Prompt: Count lines holding the string "Веријска" in the data that follows. Reply with one number only.

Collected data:
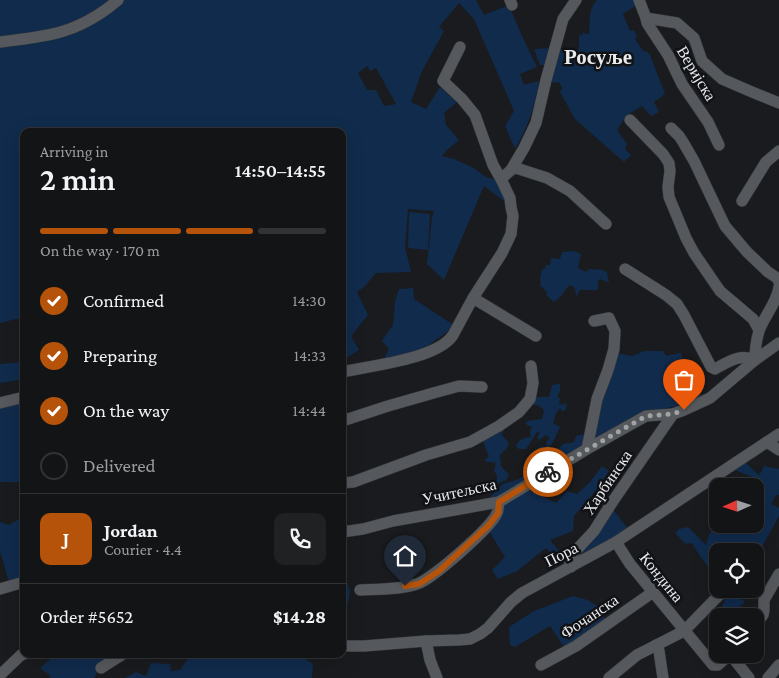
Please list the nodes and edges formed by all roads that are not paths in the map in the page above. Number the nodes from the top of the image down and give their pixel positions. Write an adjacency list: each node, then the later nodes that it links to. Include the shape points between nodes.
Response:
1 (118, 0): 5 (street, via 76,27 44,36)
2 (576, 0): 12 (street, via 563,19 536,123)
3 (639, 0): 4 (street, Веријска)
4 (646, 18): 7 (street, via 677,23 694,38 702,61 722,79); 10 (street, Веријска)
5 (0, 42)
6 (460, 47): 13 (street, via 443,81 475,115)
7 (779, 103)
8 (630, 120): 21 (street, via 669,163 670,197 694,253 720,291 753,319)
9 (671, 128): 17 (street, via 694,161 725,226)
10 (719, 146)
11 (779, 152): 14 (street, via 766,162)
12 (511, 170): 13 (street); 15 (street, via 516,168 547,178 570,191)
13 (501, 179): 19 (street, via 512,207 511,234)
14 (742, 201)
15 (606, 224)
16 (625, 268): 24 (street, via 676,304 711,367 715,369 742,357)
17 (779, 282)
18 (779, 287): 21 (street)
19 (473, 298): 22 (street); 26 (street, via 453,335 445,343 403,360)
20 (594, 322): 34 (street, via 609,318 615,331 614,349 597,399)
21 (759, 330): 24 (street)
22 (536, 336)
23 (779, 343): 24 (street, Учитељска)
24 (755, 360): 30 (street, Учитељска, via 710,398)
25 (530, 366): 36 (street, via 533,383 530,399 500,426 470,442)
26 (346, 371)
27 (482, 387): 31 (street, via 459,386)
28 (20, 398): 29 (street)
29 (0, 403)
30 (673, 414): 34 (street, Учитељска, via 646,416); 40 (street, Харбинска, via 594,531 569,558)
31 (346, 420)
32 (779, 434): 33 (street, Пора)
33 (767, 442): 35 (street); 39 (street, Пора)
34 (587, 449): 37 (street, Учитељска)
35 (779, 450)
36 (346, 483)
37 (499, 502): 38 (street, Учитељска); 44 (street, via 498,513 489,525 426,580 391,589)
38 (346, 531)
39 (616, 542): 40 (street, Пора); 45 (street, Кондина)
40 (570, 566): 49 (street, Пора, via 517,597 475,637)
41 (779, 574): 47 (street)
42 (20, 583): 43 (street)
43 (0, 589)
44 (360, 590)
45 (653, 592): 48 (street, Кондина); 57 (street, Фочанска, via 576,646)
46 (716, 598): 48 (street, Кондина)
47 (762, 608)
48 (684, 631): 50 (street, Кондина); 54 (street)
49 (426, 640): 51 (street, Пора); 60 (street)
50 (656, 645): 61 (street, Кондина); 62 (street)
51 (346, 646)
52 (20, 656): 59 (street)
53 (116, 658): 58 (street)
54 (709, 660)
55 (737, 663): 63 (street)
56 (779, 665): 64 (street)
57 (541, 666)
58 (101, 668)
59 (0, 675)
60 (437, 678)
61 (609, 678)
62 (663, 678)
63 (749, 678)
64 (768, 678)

Answer to the exercise: 2